Viewed in the light of these irrefutable propositions, the trust, then, like every other industrial combination endeavoring to do collectively nothing but what each member of the combination might fully endeavor to do individually, is, per se, an unimpeachable institution. To assail or control or deny this form of cooperation on the ground that it is itself a denial of competition is an absurdity. It is an absurdity, because it proves too much.
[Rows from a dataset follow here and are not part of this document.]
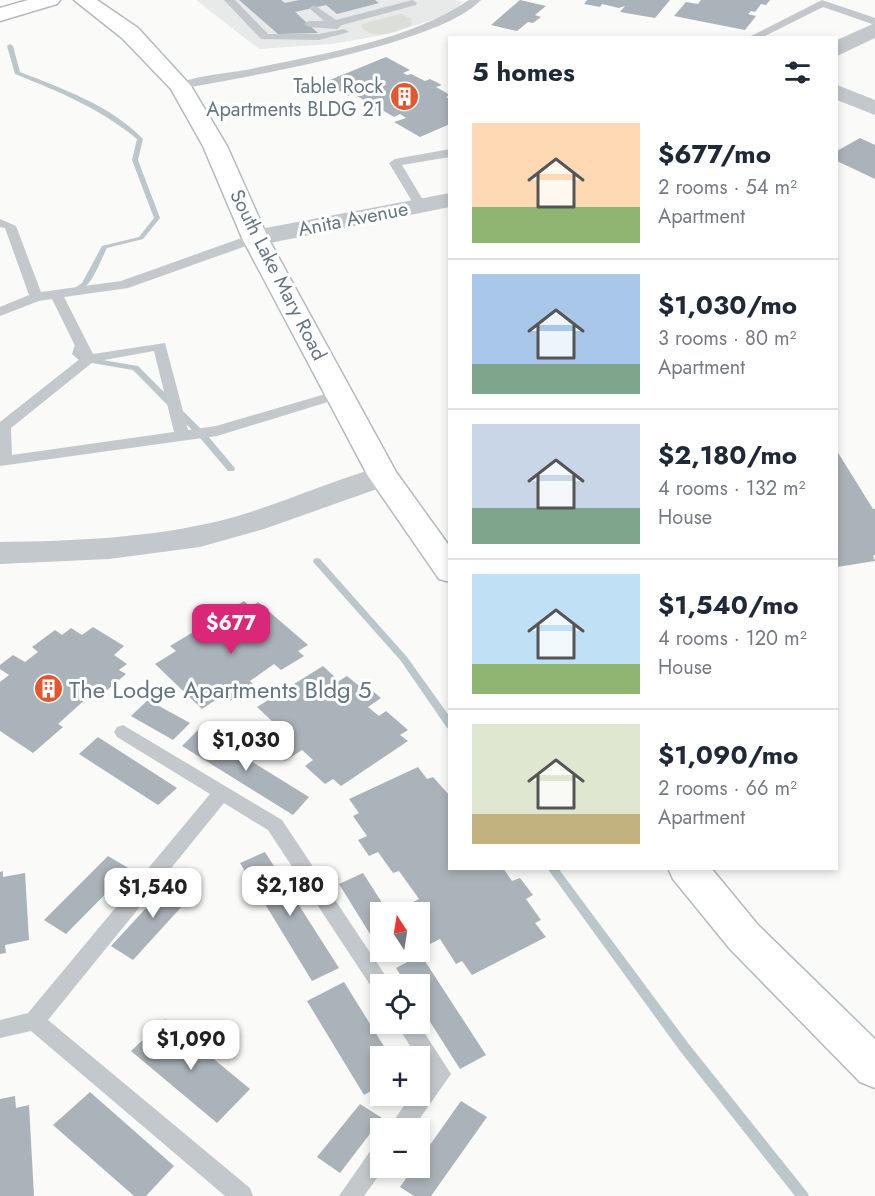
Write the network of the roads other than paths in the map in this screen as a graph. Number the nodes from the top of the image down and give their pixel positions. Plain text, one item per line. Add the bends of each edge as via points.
1 (50, 0) edge
2 (84, 0) edge
3 (476, 0) edge
4 (239, 6) edge
5 (314, 8) dead end
6 (422, 10) edge
7 (0, 15) edge
8 (875, 22) edge
9 (309, 24) dead end
10 (334, 24) junction
11 (255, 26) junction
12 (268, 26) dead end
13 (875, 29) edge
14 (344, 32) junction
15 (756, 36) edge
16 (361, 46) junction
17 (838, 48) edge
18 (180, 86) junction
19 (838, 92) edge
20 (875, 108) edge
21 (448, 153) edge
22 (448, 200) edge
23 (420, 205) junction
24 (0, 223) edge
25 (255, 238) junction
26 (56, 294) junction
27 (36, 297) junction
28 (0, 312) edge
29 (89, 359) junction
30 (339, 394) junction
31 (182, 436) junction
32 (2, 460) edge
33 (383, 476) junction
34 (0, 553) edge
35 (448, 568) edge
36 (123, 732) dead end
37 (222, 793) junction
38 (689, 870) edge
39 (374, 974) edge
40 (34, 1021) junction
41 (0, 1029) edge
42 (413, 1034) edge
43 (875, 1068) edge
44 (407, 1118) edge
45 (370, 1169) edge
46 (242, 1196) edge
47 (350, 1196) edge

1 - 7 main road
2 - 18 main road, South Lake Mary Road via 130,33
3 - 6 lane
4 - 11 lane
5 - 10 lane
6 - 10 lane
6 - 16 lane
8 - 15 lane via 822,3
9 - 10 lane
10 - 14 lane
11 - 12 lane
11 - 14 lane via 265,37 319,37
13 - 17 street
14 - 16 lane
16 - 18 lane
18 - 25 main road, South Lake Mary Road via 215,146
19 - 20 street
21 - 23 lane via 395,163
22 - 23 street, Anita Avenue
23 - 25 street, Anita Avenue
24 - 27 lane via 10,226
25 - 26 lane via 123,285
25 - 30 main road, South Lake Mary Road
26 - 27 lane
26 - 29 lane
27 - 28 lane
29 - 31 lane via 160,346
29 - 32 lane via 4,426
30 - 31 lane via 217,431
30 - 33 main road, South Lake Mary Road
31 - 32 lane
33 - 34 street via 250,522 175,541 80,551
33 - 35 main road, South Lake Mary Road
36 - 37 lane
37 - 39 lane via 275,825
37 - 40 lane
38 - 43 main road via 744,937
40 - 41 lane
40 - 46 lane
42 - 44 lane via 440,1074
45 - 47 lane

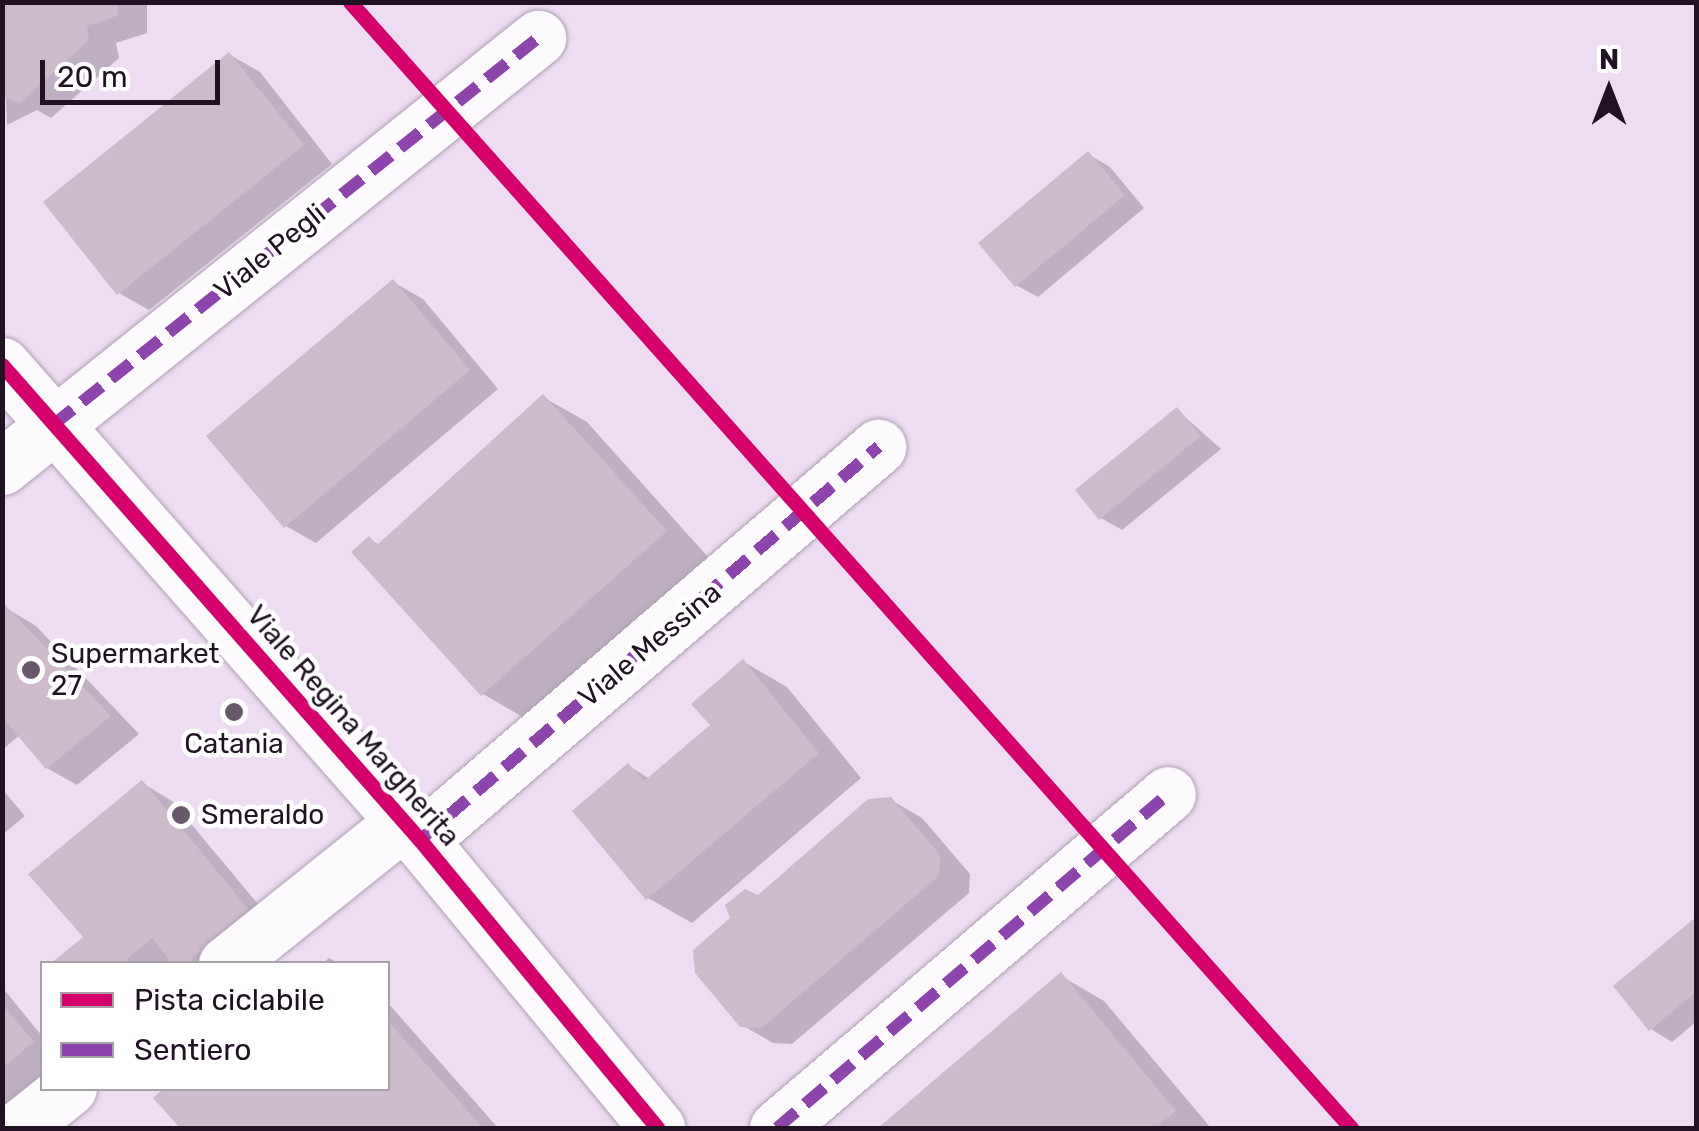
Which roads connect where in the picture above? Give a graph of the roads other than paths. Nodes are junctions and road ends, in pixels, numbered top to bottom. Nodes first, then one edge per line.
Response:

The trust is a denial of competition in no other sense than that in which competition itself is a denial of competition. (Italics ours.) The trust denies competition only by producing and selling more cheaply than those outside of the trust can produce and sell; but in that sense every successful individual competitor also denies competition. ... The fact is that there is one denial of competition which is the right of all, and that there is another denial of competition which is the right of none. All of us, whether out of a trust or in it, have a right to deny competition by competing, but none of us, whether in a trust or out of it, have a right to deny competition by arbitrary decree, by interference with voluntary effort, by forcible suppression of initiative.17

This is not to say, of course, that joint co-operation or combination is necessarily “better than” competition among firms. We simply conclude that the relative extent of areas within or between firms on the free market will be precisely that proportion most conducive to the well-being of consumers and producers alike. This is the same as our previous conclusion that the size of a firm will tend to be established at the level most serviceable to the consumers.18

  • 15These terms will be explained below.
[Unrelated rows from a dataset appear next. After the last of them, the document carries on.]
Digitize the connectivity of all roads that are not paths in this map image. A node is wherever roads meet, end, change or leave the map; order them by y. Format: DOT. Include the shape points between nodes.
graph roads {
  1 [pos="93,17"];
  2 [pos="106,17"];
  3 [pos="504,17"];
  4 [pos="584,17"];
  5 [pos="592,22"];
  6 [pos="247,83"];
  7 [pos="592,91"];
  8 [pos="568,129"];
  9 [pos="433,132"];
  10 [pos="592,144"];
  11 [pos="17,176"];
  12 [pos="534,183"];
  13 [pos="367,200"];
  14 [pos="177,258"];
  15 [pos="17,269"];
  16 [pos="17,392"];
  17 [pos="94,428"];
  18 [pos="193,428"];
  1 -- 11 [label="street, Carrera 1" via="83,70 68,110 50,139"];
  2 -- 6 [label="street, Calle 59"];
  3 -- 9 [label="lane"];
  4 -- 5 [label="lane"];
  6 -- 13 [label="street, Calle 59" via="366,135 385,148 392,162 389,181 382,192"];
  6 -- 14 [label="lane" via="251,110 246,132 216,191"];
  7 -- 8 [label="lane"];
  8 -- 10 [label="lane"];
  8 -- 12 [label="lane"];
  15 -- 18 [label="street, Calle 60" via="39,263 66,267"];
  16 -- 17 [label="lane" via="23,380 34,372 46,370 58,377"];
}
  • 16Clearly, the very term “equal” is unusable here. What does it mean to say that lawyer Jones’ ability is “equal” to teacher Smith’s?
  • 17From his Address to the Civic Federation Conference on Trusts, held in Chicago, September 13–16, 1899, Chicago Conference on Trusts (Chicago, 1900), pp. 253–54, reprinted in Benjamin R. Tucker, Individual Liberty (New York: Vanguard Press, 1926), pp. 248–57. Said a lawyer at the conference:
    The control of prices can be brought about permanently only by such a superiority in the methods of manufacture as will successfully defy competition. Any price established by a combination which enables competitors to make a reasonable profit will soon encourage such competition as will reduce the price. (Azel F. Hatch, Chicago Conference, p. 70) See also the excellent article by A. Leo Weil, ibid., pp. 77–96; and W.P. Potter, ibid., pp. 299–305: F.B. Thurber, ibid., pp. 124–36; Horatio W. Seymour, ibid., pp. 188–93; J. Sterling Morton, ibid., pp. 225–30.
  • 18Does our discussion imply, as Dorfman has charged (J. Dorfman, Economic Mind in American Civilization, III, 247), that “whatever is, is right”? We cannot enter into a discussion of the relation of economics to ethics at this point, but we can state briefly that our answer, pertaining to the free market, is a qualified Yes. Specifically, our statement would be: Given the ends on the value scales of individuals, as revealed by their real actions, the maximum satisfaction of those ends for every person is achieved only on the free market. Whether individuals have the “proper” ends or not is another question entirely and cannot be decided by economics.